Something’s Fishy: Counterfeit Organics and Consequences for Global Conservation

Something’s Fishy: Counterfeit Organics and Consequences for Global Conservation

Photo by Jakub Kapusnak (Unsplash)


HeadshotEmily Chow is an IPilogue Writer and a 1L JD Candidate at Osgoode Hall Law School. 


Over the past decade, the media has published several scandals about the quality and safety of the food we eat – from horsemeat found in Tesco beef burger patties to shark and seafood fraud. It is estimated that the counterfeit food industry is worth $49bn a year.

Beyond obvious consumer protection issues, market transparency, and misinformation, fraudulent foodstuffs exacerbate the risks facing endangered species. Researchers found that an estimated 15% of Mediterranean swordfish sold by Italian fishers were substituted with less valuable, yet nevertheless endangered species of shark. Inaccurate labelling makes it difficult to track and identify what animals are at risk due to human activity; this is especially concerning given that sharks and rays are among the world’s most endangered species. There are plenty of other examples of highly substituted foods. One study found king scallops sold in Germany were replaced with the less valued Japanese species in 48% of samples. Another found prawn balls on sale in Singapore made entirely out of pork.

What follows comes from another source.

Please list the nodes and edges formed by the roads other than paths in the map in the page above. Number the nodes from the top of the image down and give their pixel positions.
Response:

Difficult conservation policy decisions, already limited in funding, can be more effective when comprehensive data is available to inform such decisions. Oceana, whose mandate is to protect Earth’s oceans, notes how food fraud hinders conservation efforts and international fishing treaties by increasing the profitability of destructive fishing practices, undermining consumer-driven conservation efforts, and harming large-scale conservation initiatives such as quotas and restrictions.

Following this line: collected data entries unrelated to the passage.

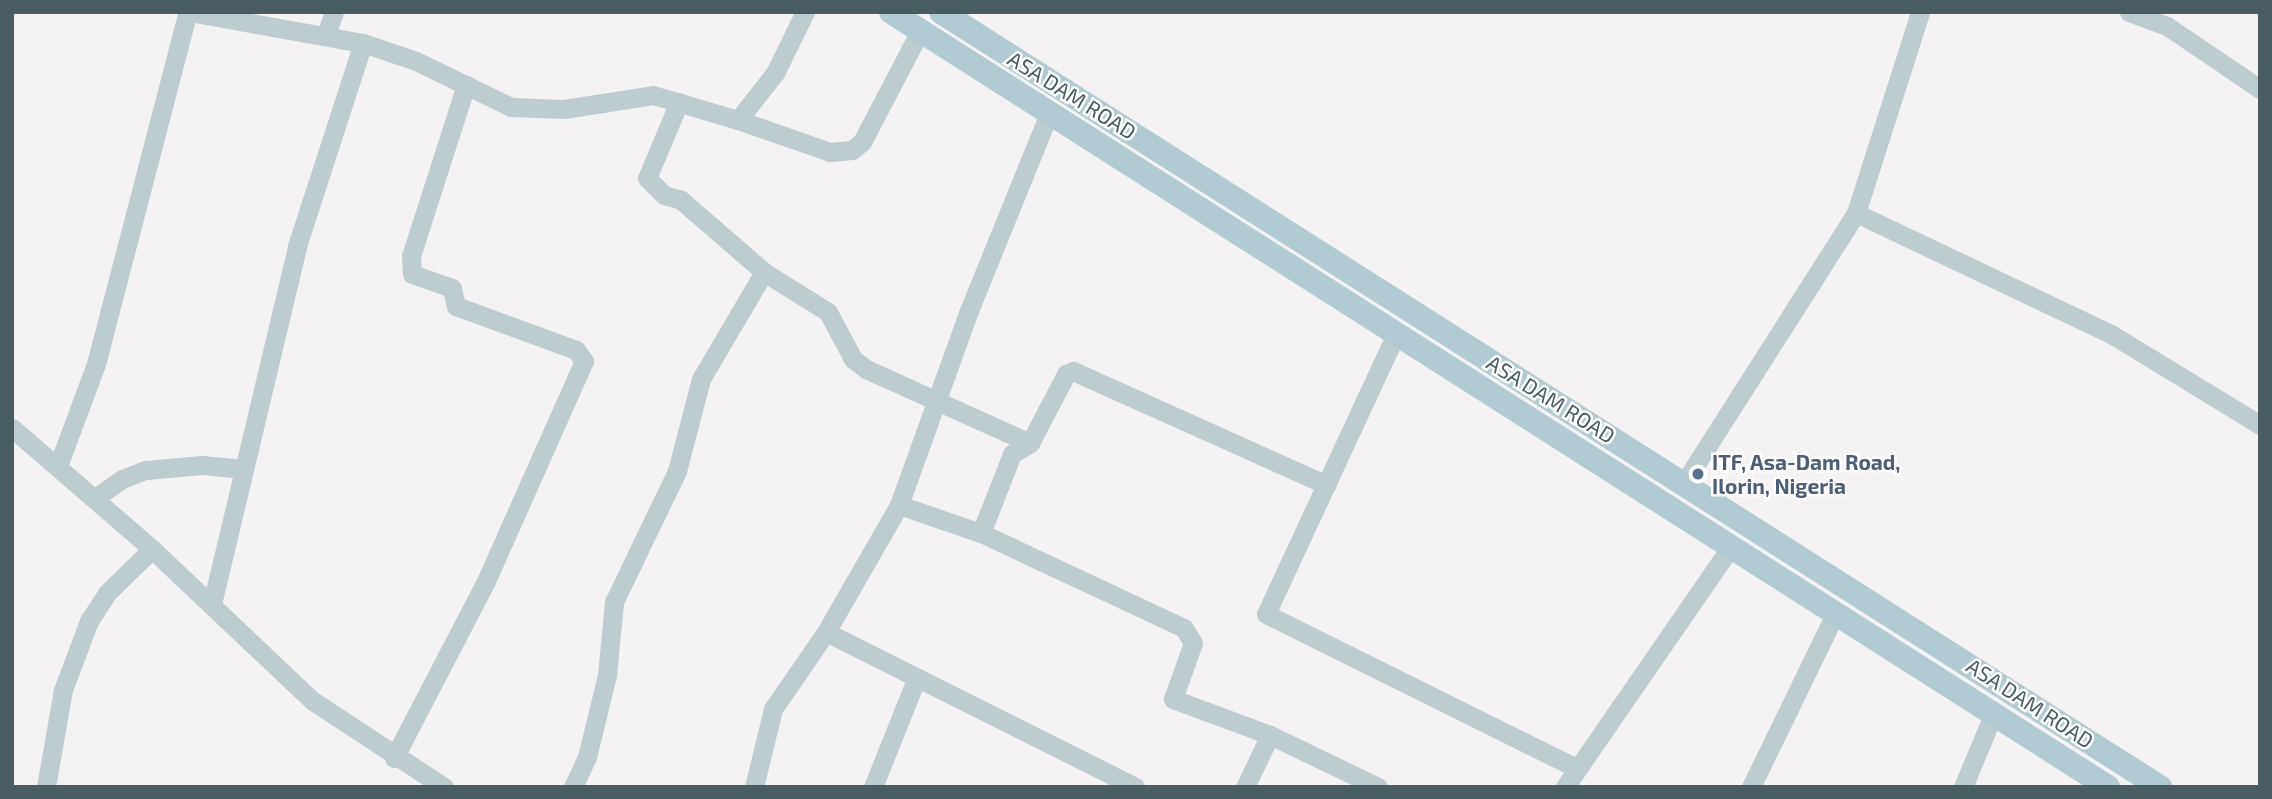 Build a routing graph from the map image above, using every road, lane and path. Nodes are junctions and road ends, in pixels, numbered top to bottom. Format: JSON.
{"nodes":[{"id":1,"x":188,"y":12,"type":"edge"},
{"id":2,"x":334,"y":12,"type":"edge"},
{"id":3,"x":804,"y":12,"type":"edge"},
{"id":4,"x":891,"y":12,"type":"edge"},
{"id":5,"x":941,"y":12,"type":"edge"},
{"id":6,"x":1920,"y":12,"type":"edge"},
{"id":7,"x":2129,"y":12,"type":"edge"},
{"id":8,"x":920,"y":31,"type":"junction"},
{"id":9,"x":326,"y":34,"type":"junction"},
{"id":10,"x":363,"y":43,"type":"junction"},
{"id":11,"x":466,"y":85,"type":"junction"},
{"id":12,"x":2260,"y":89,"type":"edge"},
{"id":13,"x":679,"y":102,"type":"junction"},
{"id":14,"x":1049,"y":114,"type":"junction"},
{"id":15,"x":738,"y":120,"type":"junction"},
{"id":16,"x":1856,"y":213,"type":"junction"},
{"id":17,"x":764,"y":272,"type":"junction"},
{"id":18,"x":1395,"y":337,"type":"junction"},
{"id":19,"x":1550,"y":397,"type":"junction"},
{"id":20,"x":937,"y":405,"type":"junction"},
{"id":21,"x":1531,"y":420,"type":"junction"},
{"id":22,"x":2260,"y":425,"type":"edge"},
{"id":23,"x":12,"y":428,"type":"edge"},
{"id":24,"x":1030,"y":443,"type":"junction"},
{"id":25,"x":58,"y":466,"type":"junction"},
{"id":26,"x":244,"y":469,"type":"junction"},
{"id":27,"x":1684,"y":483,"type":"junction"},
{"id":28,"x":1327,"y":485,"type":"junction"},
{"id":29,"x":95,"y":498,"type":"junction"},
{"id":30,"x":899,"y":505,"type":"junction"},
{"id":31,"x":981,"y":533,"type":"junction"},
{"id":32,"x":1730,"y":548,"type":"junction"},
{"id":33,"x":152,"y":549,"type":"junction"},
{"id":34,"x":212,"y":604,"type":"junction"},
{"id":35,"x":1836,"y":612,"type":"junction"},
{"id":36,"x":826,"y":632,"type":"junction"},
{"id":37,"x":917,"y":677,"type":"junction"},
{"id":38,"x":1993,"y":715,"type":"junction"},
{"id":39,"x":1270,"y":735,"type":"junction"},
{"id":40,"x":394,"y":758,"type":"junction"},
{"id":41,"x":1576,"y":768,"type":"junction"},
{"id":42,"x":421,"y":781,"type":"edge"},
{"id":43,"x":46,"y":787,"type":"edge"},
{"id":44,"x":444,"y":787,"type":"edge"},
{"id":45,"x":573,"y":787,"type":"edge"},
{"id":46,"x":754,"y":787,"type":"edge"},
{"id":47,"x":873,"y":787,"type":"edge"},
{"id":48,"x":1135,"y":787,"type":"edge"},
{"id":49,"x":1245,"y":787,"type":"edge"},
{"id":50,"x":1378,"y":787,"type":"edge"},
{"id":51,"x":1565,"y":787,"type":"edge"},
{"id":52,"x":1751,"y":787,"type":"edge"},
{"id":53,"x":1963,"y":787,"type":"edge"},
{"id":54,"x":2108,"y":787,"type":"edge"},
{"id":55,"x":2160,"y":787,"type":"edge"}],
"edges":[{"from":1,"to":9,"type":"street"},
{"from":1,"to":25,"type":"street"},
{"from":2,"to":9,"type":"street"},
{"from":3,"to":15,"type":"street"},
{"from":4,"to":8,"type":"main road","name":"ASA DAM ROAD"},
{"from":5,"to":19,"type":"main road","name":"ASA DAM ROAD"},
{"from":6,"to":16,"type":"street"},
{"from":7,"to":12,"type":"street"},
{"from":8,"to":14,"type":"main road","name":"ASA DAM ROAD"},
{"from":8,"to":15,"type":"street"},
{"from":9,"to":10,"type":"street"},
{"from":10,"to":11,"type":"street"},
{"from":10,"to":26,"type":"street"},
{"from":11,"to":13,"type":"street"},
{"from":11,"to":40,"type":"street"},
{"from":13,"to":15,"type":"street"},
{"from":13,"to":17,"type":"street"},
{"from":14,"to":18,"type":"main road","name":"ASA DAM ROAD"},
{"from":14,"to":20,"type":"street"},
{"from":16,"to":22,"type":"street"},
{"from":16,"to":27,"type":"street"},
{"from":17,"to":20,"type":"street"},
{"from":17,"to":45,"type":"street"},
{"from":18,"to":21,"type":"main road","name":"ASA DAM ROAD"},
{"from":18,"to":28,"type":"street"},
{"from":19,"to":21,"type":"main road"},
{"from":19,"to":27,"type":"main road","name":"ASA DAM ROAD"},
{"from":20,"to":24,"type":"street"},
{"from":20,"to":30,"type":"street"},
{"from":21,"to":32,"type":"main road","name":"ASA DAM ROAD"},
{"from":23,"to":25,"type":"street"},
{"from":24,"to":28,"type":"street"},
{"from":24,"to":31,"type":"street"},
{"from":25,"to":29,"type":"street"},
{"from":26,"to":29,"type":"street"},
{"from":26,"to":34,"type":"street"},
{"from":27,"to":55,"type":"main road","name":"ASA DAM ROAD"},
{"from":28,"to":41,"type":"street"},
{"from":29,"to":33,"type":"street"},
{"from":30,"to":31,"type":"street"},
{"from":30,"to":36,"type":"street"},
{"from":31,"to":39,"type":"street"},
{"from":32,"to":35,"type":"main road","name":"ASA DAM ROAD"},
{"from":32,"to":41,"type":"street"},
{"from":33,"to":34,"type":"street"},
{"from":33,"to":43,"type":"street"},
{"from":34,"to":40,"type":"street"},
{"from":35,"to":38,"type":"main road","name":"ASA DAM ROAD"},
{"from":35,"to":52,"type":"street"},
{"from":36,"to":37,"type":"street"},
{"from":36,"to":46,"type":"street"},
{"from":37,"to":47,"type":"street"},
{"from":37,"to":48,"type":"street"},
{"from":38,"to":53,"type":"street"},
{"from":38,"to":54,"type":"main road","name":"ASA DAM ROAD"},
{"from":39,"to":49,"type":"street"},
{"from":39,"to":50,"type":"street"},
{"from":40,"to":42,"type":"street"},
{"from":41,"to":51,"type":"street"},
{"from":42,"to":44,"type":"street"}]}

Interestingly, food products are not the only counterfeit organic item on the market.

In 2016, Walmart and Target refused to purchase any more bed linens from textile giant Welspun. An internal investigation revealed that approximately 750,000 Welspun “Egyptian cotton” sheets did not contain cotton from Egypt at all, a direct contradiction of Welspun’s appeal and promises of quality. Welspun’s intricate network of cotton suppliers, manufacturers, and retailers made sourcing the error difficult. Whether it was a mistake in labelling or a deliberate act of fraud, a globalized supply chain makes it difficult for consumers and producers alike to confirm the authenticity of an item. Luckily for Welspun, a New Zealand company called Oritain was up to the task. In 2017, they announced a partnership that would allow Oritain to validate Welspun’s supply chain of home textile products.

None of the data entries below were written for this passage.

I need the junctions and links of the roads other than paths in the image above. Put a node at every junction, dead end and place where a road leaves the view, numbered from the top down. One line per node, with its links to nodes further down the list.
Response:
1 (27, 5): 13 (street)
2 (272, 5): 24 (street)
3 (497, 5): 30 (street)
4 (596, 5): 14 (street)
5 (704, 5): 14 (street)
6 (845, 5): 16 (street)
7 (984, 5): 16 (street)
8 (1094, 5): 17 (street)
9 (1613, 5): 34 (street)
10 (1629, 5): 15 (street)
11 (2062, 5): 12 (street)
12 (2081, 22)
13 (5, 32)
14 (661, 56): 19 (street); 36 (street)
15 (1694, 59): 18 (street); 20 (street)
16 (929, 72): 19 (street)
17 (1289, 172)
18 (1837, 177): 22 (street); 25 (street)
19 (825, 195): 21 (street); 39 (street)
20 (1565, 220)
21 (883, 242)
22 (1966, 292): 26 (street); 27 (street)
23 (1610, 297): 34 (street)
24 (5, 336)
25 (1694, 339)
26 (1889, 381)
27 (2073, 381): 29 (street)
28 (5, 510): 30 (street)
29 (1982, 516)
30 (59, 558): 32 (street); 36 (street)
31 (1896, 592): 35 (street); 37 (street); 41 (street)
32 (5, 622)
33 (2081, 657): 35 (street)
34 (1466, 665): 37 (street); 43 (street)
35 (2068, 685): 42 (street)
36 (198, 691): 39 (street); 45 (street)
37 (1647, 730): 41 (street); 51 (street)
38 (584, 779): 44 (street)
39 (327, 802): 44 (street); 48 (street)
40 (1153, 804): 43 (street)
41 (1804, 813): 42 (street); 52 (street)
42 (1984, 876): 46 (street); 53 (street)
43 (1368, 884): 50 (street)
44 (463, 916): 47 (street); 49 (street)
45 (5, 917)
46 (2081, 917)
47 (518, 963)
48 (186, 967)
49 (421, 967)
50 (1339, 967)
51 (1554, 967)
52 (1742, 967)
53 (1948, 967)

In an interview with The Guardian, Oritain’s co-founder Russel Frew discussed his past life as a researcher at the University of Otago. A geochemist, Frew utilized a mass spectrometer often, which allowed him to determine the precise atomic makeup of water and soil samples gathered from across the world: a unique elemental signature for a given area. Applied to products, Oritain describes its method as “using ‘fingerprints’ derived from the chemical compositions of plants and animals … [that] vary naturally throughout the environment.”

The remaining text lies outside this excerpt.